Minimize processed bytes when filtering by high cardinality columns
By default, ClickHouse reads blocks of 8192 rows in a MergeTree
table but this setting can be tweaked with the index_granularity
setting.
As with any database, generally, the less data you read, the better your query performance. To do this, we want to filter & discard as many rows as possible. However, this can be tricky if you need to filter on a column with very high cardinality.
Changing the index_granularity
can help in this situation, but remember, this is not a silver bullet, so take care to understand the impact it has for your use case.
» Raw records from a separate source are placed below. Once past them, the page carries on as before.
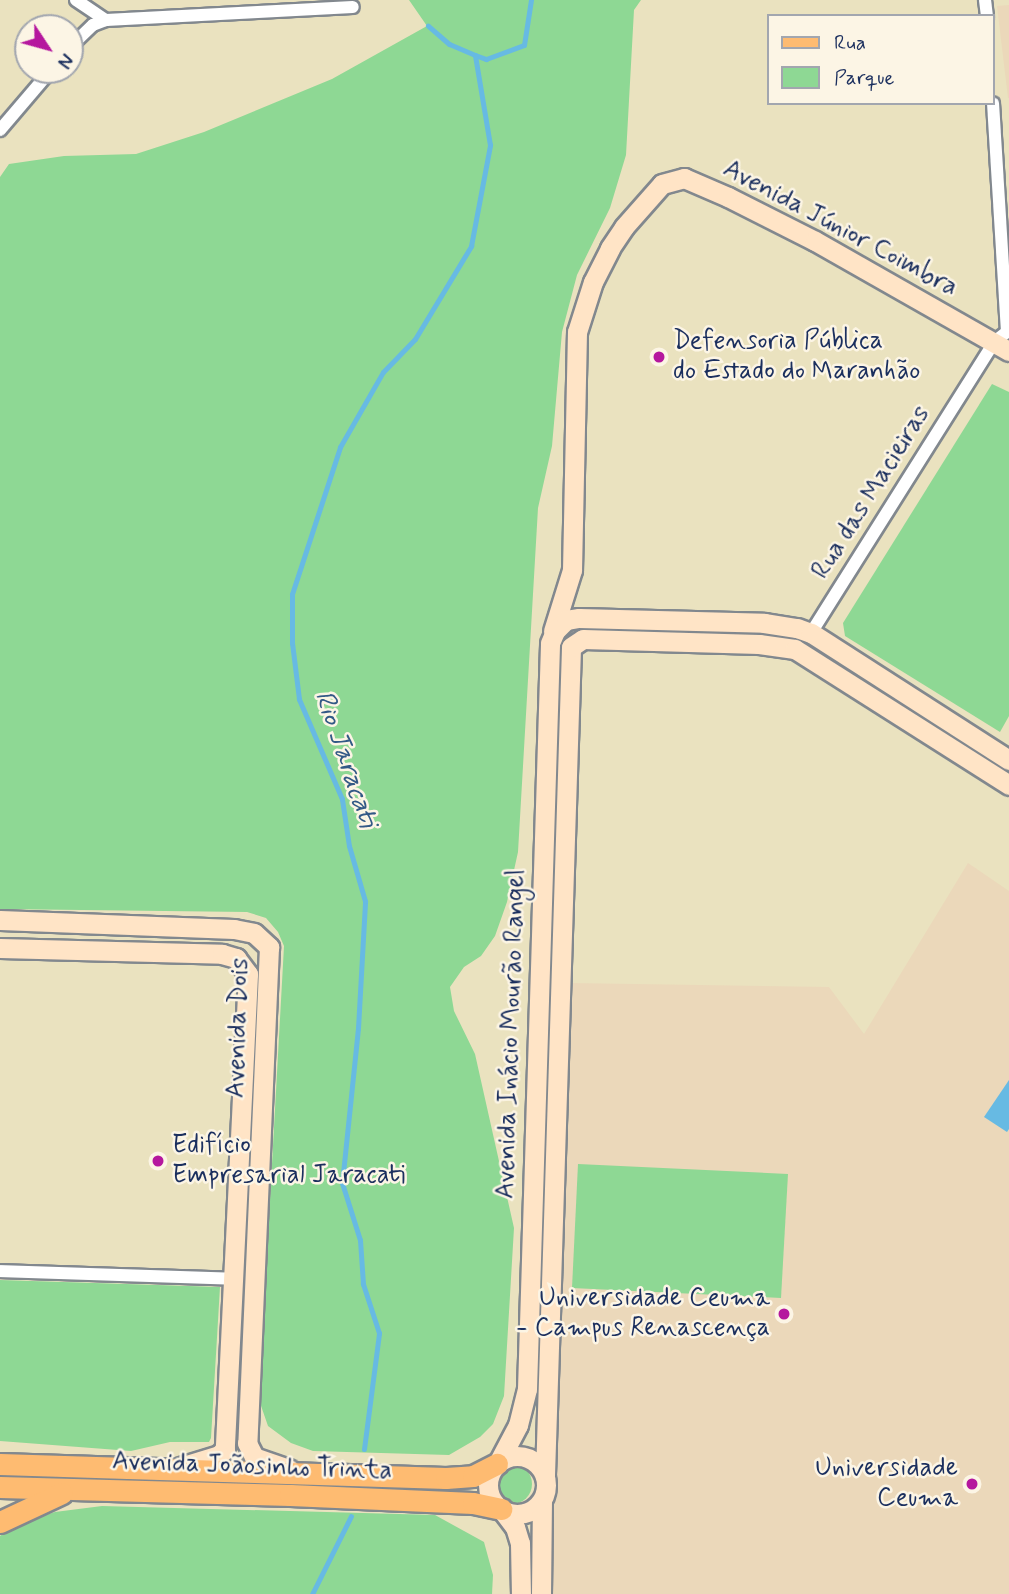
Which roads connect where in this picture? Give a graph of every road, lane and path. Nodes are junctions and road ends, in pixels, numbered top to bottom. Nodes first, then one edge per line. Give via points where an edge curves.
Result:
1 (76, 0) edge
2 (353, 7) dead end
3 (106, 20) junction
4 (84, 34) edge
5 (39, 84) edge
6 (993, 105) edge
7 (0, 130) edge
8 (1001, 346) edge
9 (811, 633) junction
10 (551, 639) junction
11 (1008, 756) edge
12 (1009, 785) edge
13 (0, 920) edge
14 (41, 921) junction
15 (0, 948) edge
16 (40, 948) junction
17 (0, 1271) edge
18 (235, 1279) junction
19 (497, 1463) junction
20 (0, 1464) edge
21 (173, 1470) junction
22 (303, 1474) junction
23 (545, 1475) junction
24 (0, 1488) edge
25 (72, 1489) junction
26 (542, 1501) junction
27 (501, 1509) junction
28 (0, 1521) edge
29 (521, 1594) edge
30 (541, 1594) edge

Let's see an example. First create a table of 100M rows with unique values (this simulates a very high cardinality data set).
CREATE TABLE default_index_granularity
(
`number` UInt64
)
ENGINE = MergeTree
PARTITION BY number % 10
ORDER BY number AS
SELECT number
FROM numbers(100000000)
In our query we want to apply a filter that selects only 100K rows, but we're filtering on a column that has 100M unique values.
SELECT *
FROM default_index_granularity
WHERE number IN (
SELECT number * 10000
FROM numbers(100000)
)
FORMAT `Null`
Query id: 11412bc3-05de-4790-9b65-06b139761e0c
Ok.
0 rows in set. Elapsed: 1.211 sec. Processed 100.00 million rows, 800.00 MB (82.56 million rows/s., 660.45 MB/s.)
We can see in the output that to fulfill this query we had to read all 100M rows of data.
Let's do that again, but with an index_granularity
of 128
:
CREATE TABLE reduced_index_granularity
(
`number` UInt64
)
ENGINE = MergeTree
PARTITION BY number % 10
ORDER BY number
SETTINGS index_granularity=128 AS
SELECT number
FROM numbers(100000000)
We'll run the exact same query to read data as we did before:
SELECT *
FROM reduced_index_granularity
WHERE number IN (
SELECT number * 10000
FROM numbers(100000)
)
FORMAT `Null`
0 rows in set. Elapsed: 0.785 sec. Processed 12.84 million rows, 102.73 MB (16.35 million rows/s., 130.81 MB/s.)
Now we can see that to fulfill this query, we only had to read 12.84M rows - a very significant reduction of processed data.
Remember, adjusting the index_granularity
comes with some tradeoffs, such as heavier indexing and slower insertions, but it's a good trick to keep in your back pocket.